_GOAL OF THE EXERCISE_. If a picture appears in the records, leave it out and transcribe the rest exactly.

○ ○ ○ ○

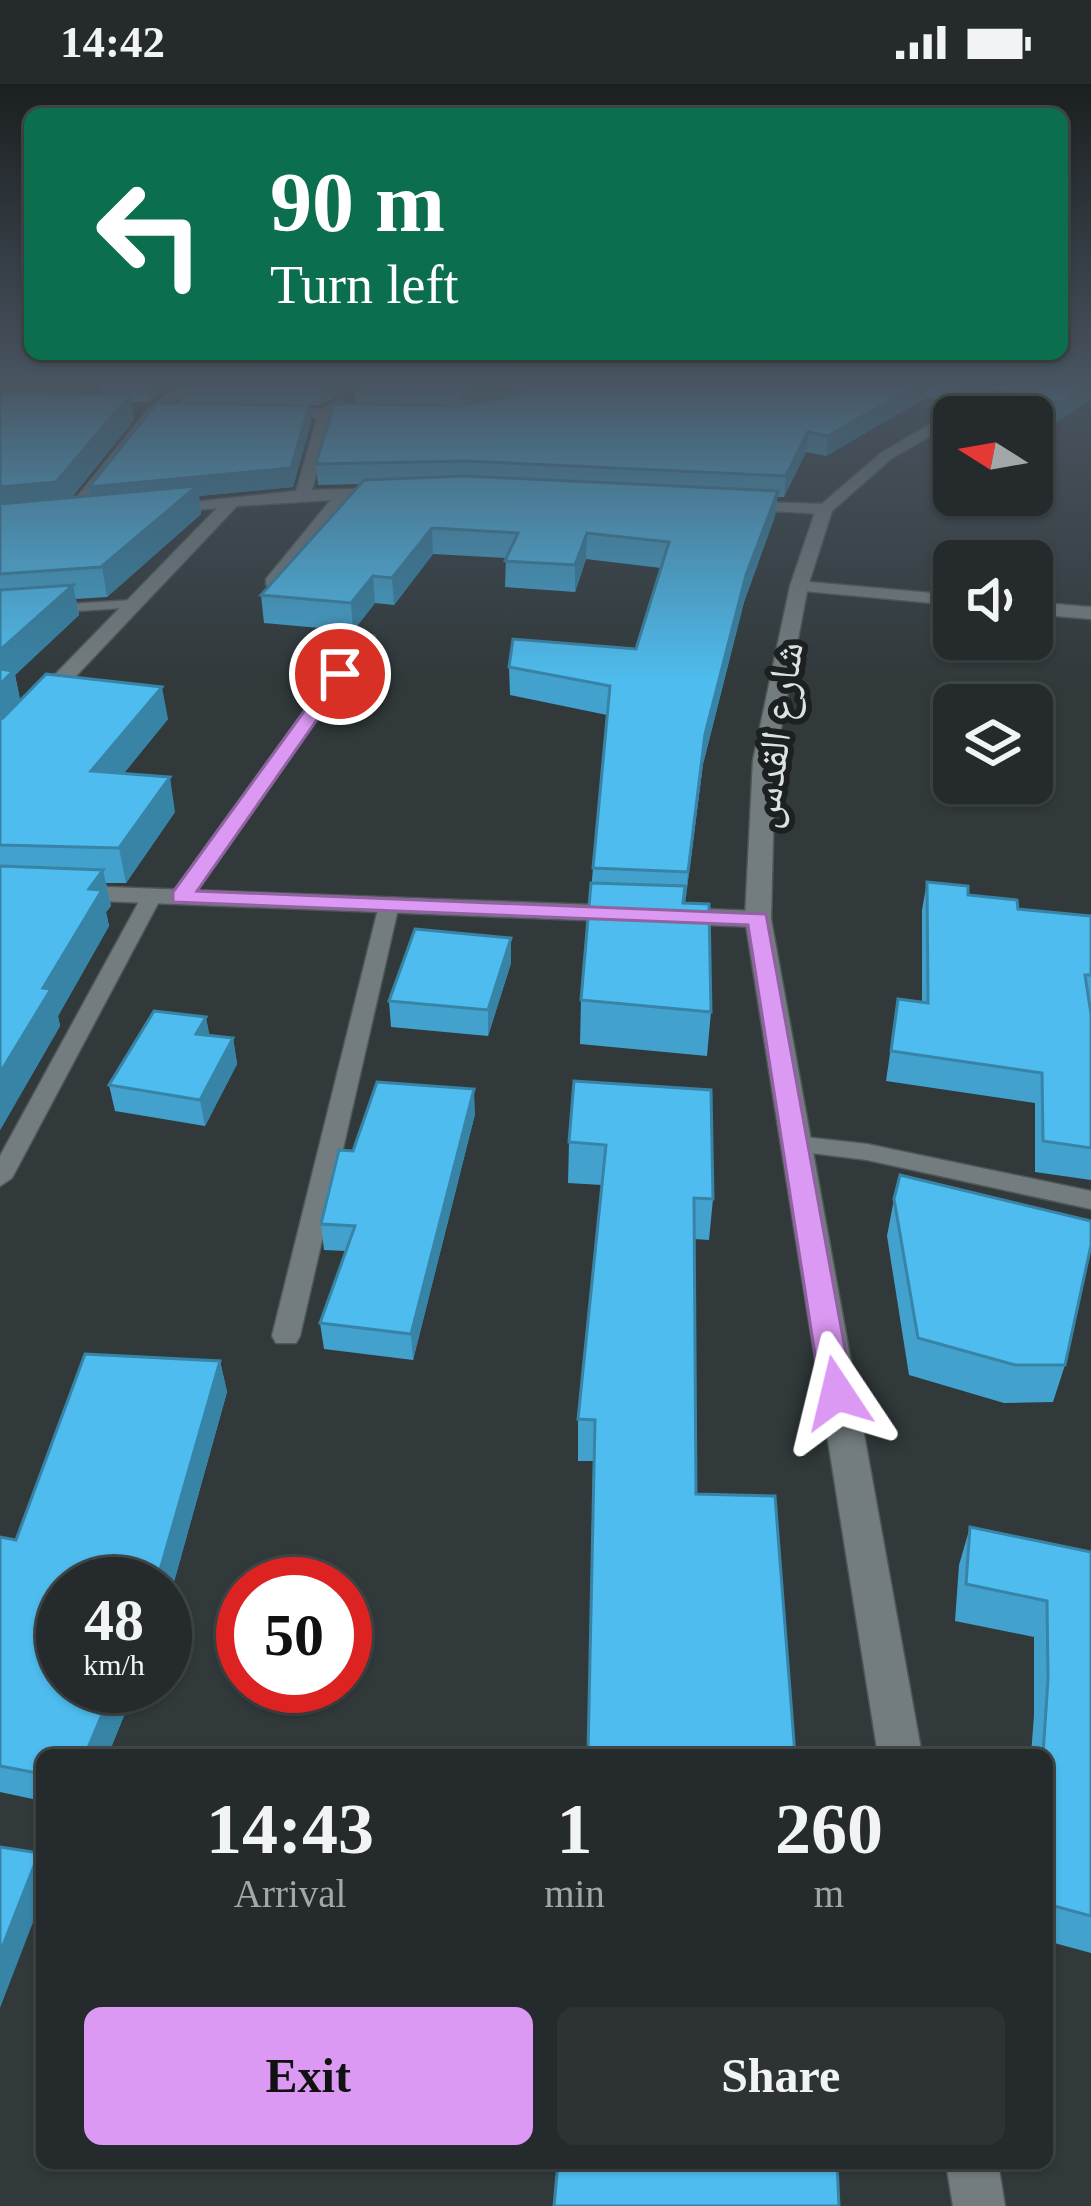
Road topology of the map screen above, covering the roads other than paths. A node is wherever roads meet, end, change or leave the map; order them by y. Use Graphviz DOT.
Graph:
graph roads {
  1 [pos="90,482"];
  2 [pos="307,482"];
  3 [pos="856,482"];
  4 [pos="405,493"];
  5 [pos="344,494"];
  6 [pos="303,495"];
  7 [pos="233,501"];
  8 [pos="708,502"];
  9 [pos="824,509"];
  10 [pos="140,511"];
  11 [pos="93,516"];
  12 [pos="272,582"];
  13 [pos="799,586"];
  14 [pos="933,598"];
  15 [pos="134,604"];
  16 [pos="1053,610"];
  17 [pos="0,612"];
  18 [pos="1091,613"];
  19 [pos="367,636"];
  20 [pos="0,743"];
  21 [pos="0,890"];
  22 [pos="152,896"];
  23 [pos="181,897"];
  24 [pos="389,905"];
  25 [pos="758,919"];
  26 [pos="795,1144"];
  27 [pos="0,1178"];
  28 [pos="1091,1200"];
  29 [pos="286,1336"];
  30 [pos="900,1749"];
  31 [pos="973,2169"];
  32 [pos="979,2206"];
  1 -- 11 [label="street"];
  2 -- 6 [label="street"];
  3 -- 9 [label="street"];
  4 -- 5 [label="street"];
  5 -- 6 [label="street"];
  5 -- 12 [label="lane"];
  6 -- 7 [label="street"];
  7 -- 10 [label="street"];
  7 -- 15 [label="street"];
  8 -- 9 [label="street"];
  9 -- 13 [label="street, شارع القدس"];
  13 -- 14 [label="street"];
  13 -- 25 [label="street, شارع القدس"];
  15 -- 17 [label="lane"];
  15 -- 20 [label="street"];
  16 -- 18 [label="street"];
  19 -- 23 [label="lane"];
  21 -- 22 [label="street"];
  22 -- 23 [label="street"];
  22 -- 27 [label="lane"];
  23 -- 24 [label="street"];
  24 -- 25 [label="street"];
  24 -- 29 [label="lane"];
  25 -- 26 [label="street, شارع القدس"];
  26 -- 28 [label="lane"];
  26 -- 30 [label="street, شارع القدس"];
  31 -- 32 [label="street"];
}
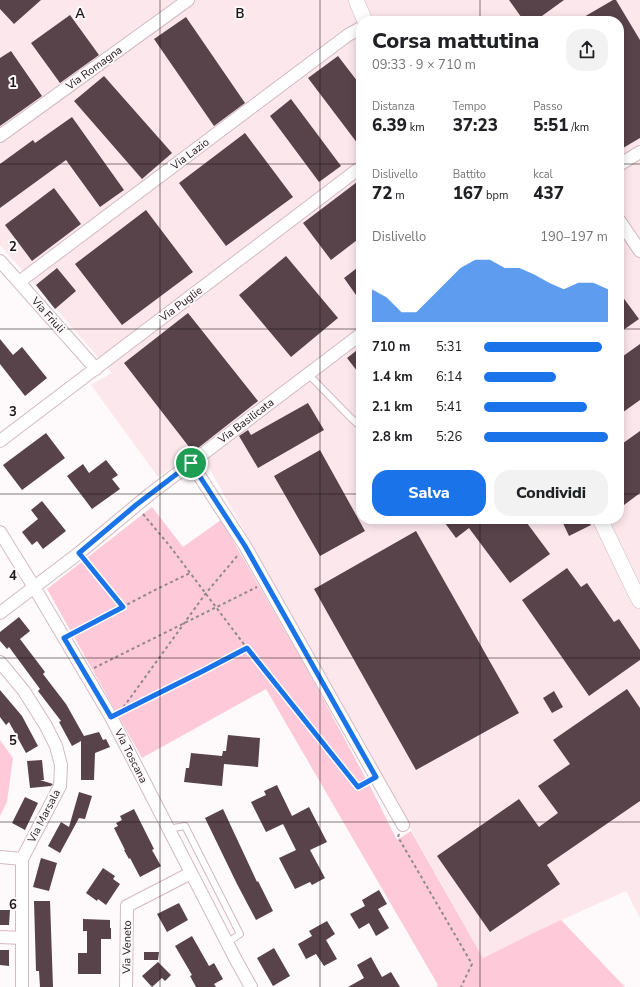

○ ○ ○ ○

_RESULT OF THIS TASK_.
Road topology of the map screen above, covering the roads other than paths. A node is wherever roads meet, end, change or leave the map; order them by y. Use Graphviz DOT.
Graph:
graph roads {
  1 [pos="90,482"];
  2 [pos="307,482"];
  3 [pos="856,482"];
  4 [pos="405,493"];
  5 [pos="344,494"];
  6 [pos="303,495"];
  7 [pos="233,501"];
  8 [pos="708,502"];
  9 [pos="824,509"];
  10 [pos="140,511"];
  11 [pos="93,516"];
  12 [pos="272,582"];
  13 [pos="799,586"];
  14 [pos="933,598"];
  15 [pos="134,604"];
  16 [pos="1053,610"];
  17 [pos="0,612"];
  18 [pos="1091,613"];
  19 [pos="367,636"];
  20 [pos="0,743"];
  21 [pos="0,890"];
  22 [pos="152,896"];
  23 [pos="181,897"];
  24 [pos="389,905"];
  25 [pos="758,919"];
  26 [pos="795,1144"];
  27 [pos="0,1178"];
  28 [pos="1091,1200"];
  29 [pos="286,1336"];
  30 [pos="900,1749"];
  31 [pos="973,2169"];
  32 [pos="979,2206"];
  1 -- 11 [label="street"];
  2 -- 6 [label="street"];
  3 -- 9 [label="street"];
  4 -- 5 [label="street"];
  5 -- 6 [label="street"];
  5 -- 12 [label="lane"];
  6 -- 7 [label="street"];
  7 -- 10 [label="street"];
  7 -- 15 [label="street"];
  8 -- 9 [label="street"];
  9 -- 13 [label="street, شارع القدس"];
  13 -- 14 [label="street"];
  13 -- 25 [label="street, شارع القدس"];
  15 -- 17 [label="lane"];
  15 -- 20 [label="street"];
  16 -- 18 [label="street"];
  19 -- 23 [label="lane"];
  21 -- 22 [label="street"];
  22 -- 23 [label="street"];
  22 -- 27 [label="lane"];
  23 -- 24 [label="street"];
  24 -- 25 [label="street"];
  24 -- 29 [label="lane"];
  25 -- 26 [label="street, شارع القدس"];
  26 -- 28 [label="lane"];
  26 -- 30 [label="street, شارع القدس"];
  31 -- 32 [label="street"];
}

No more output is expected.